* _Task_
Leave the images out. Give every line below again, precisely.

= = =

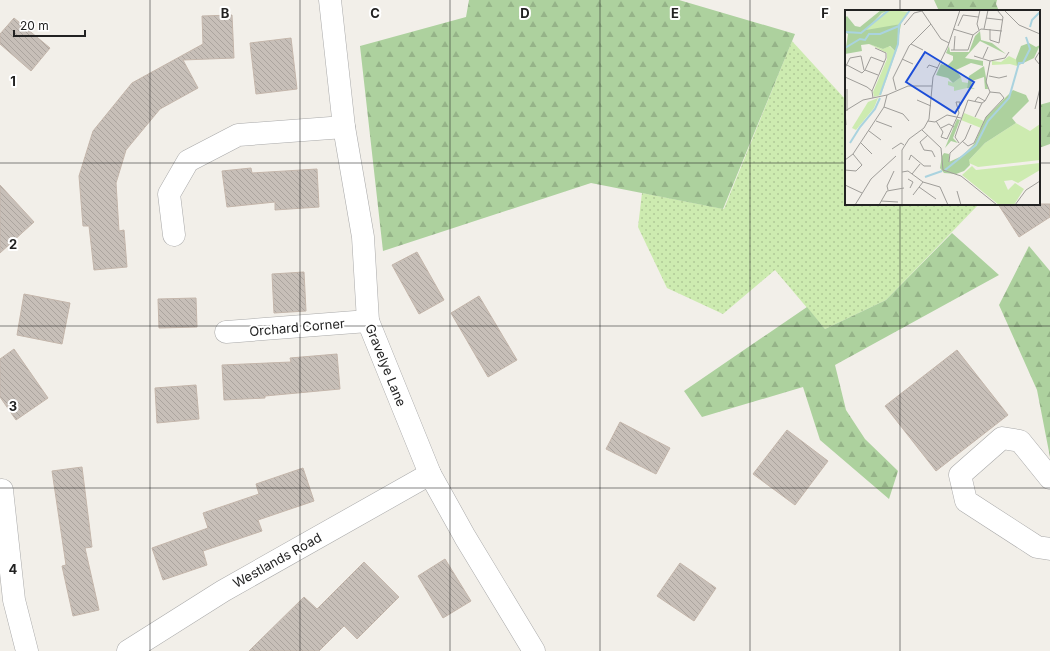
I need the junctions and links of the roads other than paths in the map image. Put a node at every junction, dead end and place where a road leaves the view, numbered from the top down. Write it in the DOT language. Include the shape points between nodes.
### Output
graph roads {
  1 [pos="330,0"];
  2 [pos="344,127"];
  3 [pos="174,235"];
  4 [pos="368,321"];
  5 [pos="226,332"];
  6 [pos="430,474"];
  7 [pos="1050,478"];
  8 [pos="2,490"];
  9 [pos="1050,549"];
  10 [pos="27,651"];
  11 [pos="128,651"];
  12 [pos="534,651"];
  1 -- 2 [label="street, Gravelye Lane"];
  2 -- 3 [label="street" via="238,135 188,161 169,194"];
  2 -- 4 [label="street, Gravelye Lane" via="363,237"];
  4 -- 5 [label="street, Orchard Corner"];
  4 -- 6 [label="street, Gravelye Lane"];
  6 -- 11 [label="street, Westlands Road" via="223,591"];
  6 -- 12 [label="street, Gravelye Lane"];
  7 -- 9 [label="street" via="1020,442 1002,438 960,475 966,501 1037,547"];
  8 -- 10 [label="street" via="14,600"];
}
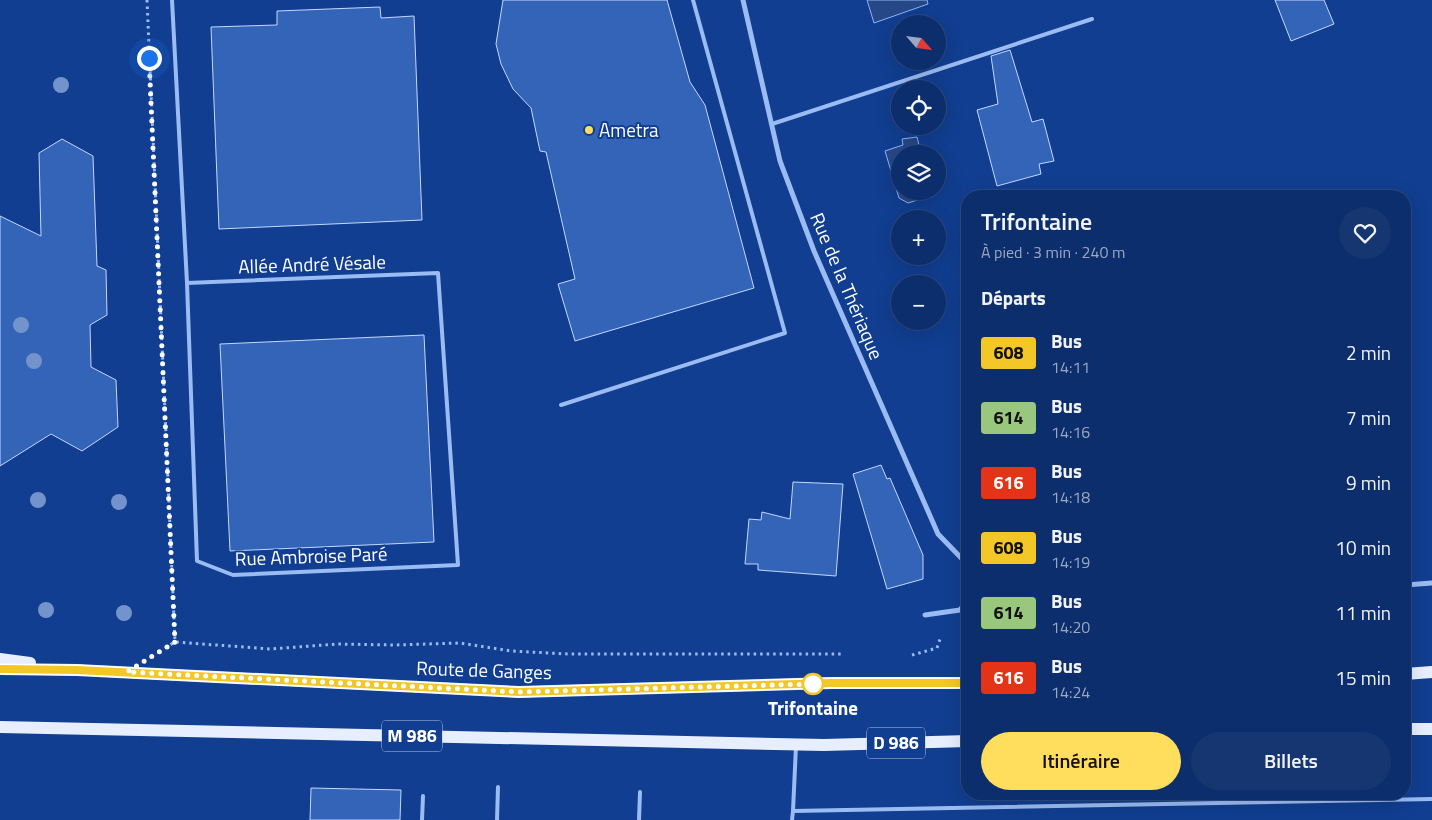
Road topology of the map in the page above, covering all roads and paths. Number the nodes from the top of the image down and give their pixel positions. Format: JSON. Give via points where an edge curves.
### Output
{"nodes":[{"id":1,"x":147,"y":0,"type":"edge"},
{"id":2,"x":172,"y":0,"type":"edge"},
{"id":3,"x":693,"y":0,"type":"edge"},
{"id":4,"x":744,"y":0,"type":"edge"},
{"id":5,"x":1092,"y":19,"type":"dead end"},
{"id":6,"x":772,"y":124,"type":"junction"},
{"id":7,"x":438,"y":273,"type":"joint"},
{"id":8,"x":187,"y":283,"type":"junction"},
{"id":9,"x":560,"y":405,"type":"dead end"},
{"id":10,"x":961,"y":558,"type":"edge"},
{"id":11,"x":1432,"y":583,"type":"edge"},
{"id":12,"x":1411,"y":585,"type":"edge"},
{"id":13,"x":961,"y":609,"type":"edge"},
{"id":14,"x":949,"y":612,"type":"junction"},
{"id":15,"x":925,"y":615,"type":"dead end"},
{"id":16,"x":175,"y":642,"type":"junction"},
{"id":17,"x":848,"y":655,"type":"dead end"},
{"id":18,"x":911,"y":655,"type":"dead end"},
{"id":19,"x":0,"y":659,"type":"edge"},
{"id":20,"x":0,"y":669,"type":"edge"},
{"id":21,"x":77,"y":670,"type":"junction"},
{"id":22,"x":127,"y":672,"type":"junction"},
{"id":23,"x":1432,"y":672,"type":"edge"},
{"id":24,"x":1411,"y":674,"type":"edge"},
{"id":25,"x":961,"y":683,"type":"edge"},
{"id":26,"x":0,"y":727,"type":"edge"},
{"id":27,"x":1411,"y":729,"type":"edge"},
{"id":28,"x":1432,"y":729,"type":"edge"},
{"id":29,"x":961,"y":740,"type":"edge"},
{"id":30,"x":796,"y":745,"type":"junction"},
{"id":31,"x":824,"y":745,"type":"joint"},
{"id":32,"x":498,"y":787,"type":"dead end"},
{"id":33,"x":640,"y":792,"type":"dead end"},
{"id":34,"x":423,"y":796,"type":"dead end"},
{"id":35,"x":1411,"y":799,"type":"edge"},
{"id":36,"x":1432,"y":799,"type":"edge"},
{"id":37,"x":1379,"y":800,"type":"edge"},
{"id":38,"x":793,"y":811,"type":"junction"},
{"id":39,"x":422,"y":820,"type":"edge"},
{"id":40,"x":497,"y":820,"type":"edge"},
{"id":41,"x":639,"y":820,"type":"edge"},
{"id":42,"x":792,"y":820,"type":"edge"}],
"edges":[{"from":1,"to":16,"type":"path"},
{"from":2,"to":8,"type":"lane","name":"Rue Ambroise Paré"},
{"from":3,"to":9,"type":"lane","via":[[785,334]]},
{"from":4,"to":6,"type":"street","name":"Rue de la Thériaque"},
{"from":5,"to":6,"type":"lane"},
{"from":6,"to":10,"type":"street","name":"Rue de la Thériaque","via":[[780,161],[814,251],[938,534]]},
{"from":7,"to":8,"type":"lane","name":"Allée André Vésale"},
{"from":7,"to":8,"type":"lane","name":"Rue Ambroise Paré","via":[[458,565],[233,575],[197,561]]},
{"from":11,"to":12,"type":"street"},
{"from":13,"to":14,"type":"street"},
{"from":14,"to":15,"type":"street"},
{"from":14,"to":18,"type":"path","via":[[937,648]]},
{"from":16,"to":17,"type":"path","via":[[271,649],[338,644],[460,643],[511,651],[568,654]]},
{"from":16,"to":22,"type":"path"},
{"from":19,"to":21,"type":"main road"},
{"from":20,"to":21,"type":"main road","name":"Route de Ganges"},
{"from":21,"to":22,"type":"main road","name":"Route de Ganges"},
{"from":22,"to":25,"type":"main road","name":"Route de Ganges","via":[[519,692],[832,683]]},
{"from":23,"to":24,"type":"main road"},
{"from":26,"to":30,"type":"main road","number":"M 986"},
{"from":27,"to":28,"type":"main road"},
{"from":29,"to":31,"type":"main road","number":"D 986"},
{"from":30,"to":31,"type":"main road","number":"M 986"},
{"from":30,"to":38,"type":"lane"},
{"from":32,"to":40,"type":"lane"},
{"from":33,"to":41,"type":"lane"},
{"from":34,"to":39,"type":"lane"},
{"from":35,"to":36,"type":"lane"},
{"from":37,"to":38,"type":"lane"},
{"from":38,"to":42,"type":"lane"}]}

= = =

* _Answer for this exercise_
I need the junctions and links of the roads other than paths in the map image. Put a node at every junction, dead end and place where a road leaves the view, numbered from the top down. Write it in the DOT language. Include the shape points between nodes.
### Output
graph roads {
  1 [pos="330,0"];
  2 [pos="344,127"];
  3 [pos="174,235"];
  4 [pos="368,321"];
  5 [pos="226,332"];
  6 [pos="430,474"];
  7 [pos="1050,478"];
  8 [pos="2,490"];
  9 [pos="1050,549"];
  10 [pos="27,651"];
  11 [pos="128,651"];
  12 [pos="534,651"];
  1 -- 2 [label="street, Gravelye Lane"];
  2 -- 3 [label="street" via="238,135 188,161 169,194"];
  2 -- 4 [label="street, Gravelye Lane" via="363,237"];
  4 -- 5 [label="street, Orchard Corner"];
  4 -- 6 [label="street, Gravelye Lane"];
  6 -- 11 [label="street, Westlands Road" via="223,591"];
  6 -- 12 [label="street, Gravelye Lane"];
  7 -- 9 [label="street" via="1020,442 1002,438 960,475 966,501 1037,547"];
  8 -- 10 [label="street" via="14,600"];
}
Road topology of the map in the page above, covering all roads and paths. Number the nodes from the top of the image down and give their pixel positions. Format: JSON. Give via points where an edge curves.
### Output
{"nodes":[{"id":1,"x":147,"y":0,"type":"edge"},
{"id":2,"x":172,"y":0,"type":"edge"},
{"id":3,"x":693,"y":0,"type":"edge"},
{"id":4,"x":744,"y":0,"type":"edge"},
{"id":5,"x":1092,"y":19,"type":"dead end"},
{"id":6,"x":772,"y":124,"type":"junction"},
{"id":7,"x":438,"y":273,"type":"joint"},
{"id":8,"x":187,"y":283,"type":"junction"},
{"id":9,"x":560,"y":405,"type":"dead end"},
{"id":10,"x":961,"y":558,"type":"edge"},
{"id":11,"x":1432,"y":583,"type":"edge"},
{"id":12,"x":1411,"y":585,"type":"edge"},
{"id":13,"x":961,"y":609,"type":"edge"},
{"id":14,"x":949,"y":612,"type":"junction"},
{"id":15,"x":925,"y":615,"type":"dead end"},
{"id":16,"x":175,"y":642,"type":"junction"},
{"id":17,"x":848,"y":655,"type":"dead end"},
{"id":18,"x":911,"y":655,"type":"dead end"},
{"id":19,"x":0,"y":659,"type":"edge"},
{"id":20,"x":0,"y":669,"type":"edge"},
{"id":21,"x":77,"y":670,"type":"junction"},
{"id":22,"x":127,"y":672,"type":"junction"},
{"id":23,"x":1432,"y":672,"type":"edge"},
{"id":24,"x":1411,"y":674,"type":"edge"},
{"id":25,"x":961,"y":683,"type":"edge"},
{"id":26,"x":0,"y":727,"type":"edge"},
{"id":27,"x":1411,"y":729,"type":"edge"},
{"id":28,"x":1432,"y":729,"type":"edge"},
{"id":29,"x":961,"y":740,"type":"edge"},
{"id":30,"x":796,"y":745,"type":"junction"},
{"id":31,"x":824,"y":745,"type":"joint"},
{"id":32,"x":498,"y":787,"type":"dead end"},
{"id":33,"x":640,"y":792,"type":"dead end"},
{"id":34,"x":423,"y":796,"type":"dead end"},
{"id":35,"x":1411,"y":799,"type":"edge"},
{"id":36,"x":1432,"y":799,"type":"edge"},
{"id":37,"x":1379,"y":800,"type":"edge"},
{"id":38,"x":793,"y":811,"type":"junction"},
{"id":39,"x":422,"y":820,"type":"edge"},
{"id":40,"x":497,"y":820,"type":"edge"},
{"id":41,"x":639,"y":820,"type":"edge"},
{"id":42,"x":792,"y":820,"type":"edge"}],
"edges":[{"from":1,"to":16,"type":"path"},
{"from":2,"to":8,"type":"lane","name":"Rue Ambroise Paré"},
{"from":3,"to":9,"type":"lane","via":[[785,334]]},
{"from":4,"to":6,"type":"street","name":"Rue de la Thériaque"},
{"from":5,"to":6,"type":"lane"},
{"from":6,"to":10,"type":"street","name":"Rue de la Thériaque","via":[[780,161],[814,251],[938,534]]},
{"from":7,"to":8,"type":"lane","name":"Allée André Vésale"},
{"from":7,"to":8,"type":"lane","name":"Rue Ambroise Paré","via":[[458,565],[233,575],[197,561]]},
{"from":11,"to":12,"type":"street"},
{"from":13,"to":14,"type":"street"},
{"from":14,"to":15,"type":"street"},
{"from":14,"to":18,"type":"path","via":[[937,648]]},
{"from":16,"to":17,"type":"path","via":[[271,649],[338,644],[460,643],[511,651],[568,654]]},
{"from":16,"to":22,"type":"path"},
{"from":19,"to":21,"type":"main road"},
{"from":20,"to":21,"type":"main road","name":"Route de Ganges"},
{"from":21,"to":22,"type":"main road","name":"Route de Ganges"},
{"from":22,"to":25,"type":"main road","name":"Route de Ganges","via":[[519,692],[832,683]]},
{"from":23,"to":24,"type":"main road"},
{"from":26,"to":30,"type":"main road","number":"M 986"},
{"from":27,"to":28,"type":"main road"},
{"from":29,"to":31,"type":"main road","number":"D 986"},
{"from":30,"to":31,"type":"main road","number":"M 986"},
{"from":30,"to":38,"type":"lane"},
{"from":32,"to":40,"type":"lane"},
{"from":33,"to":41,"type":"lane"},
{"from":34,"to":39,"type":"lane"},
{"from":35,"to":36,"type":"lane"},
{"from":37,"to":38,"type":"lane"},
{"from":38,"to":42,"type":"lane"}]}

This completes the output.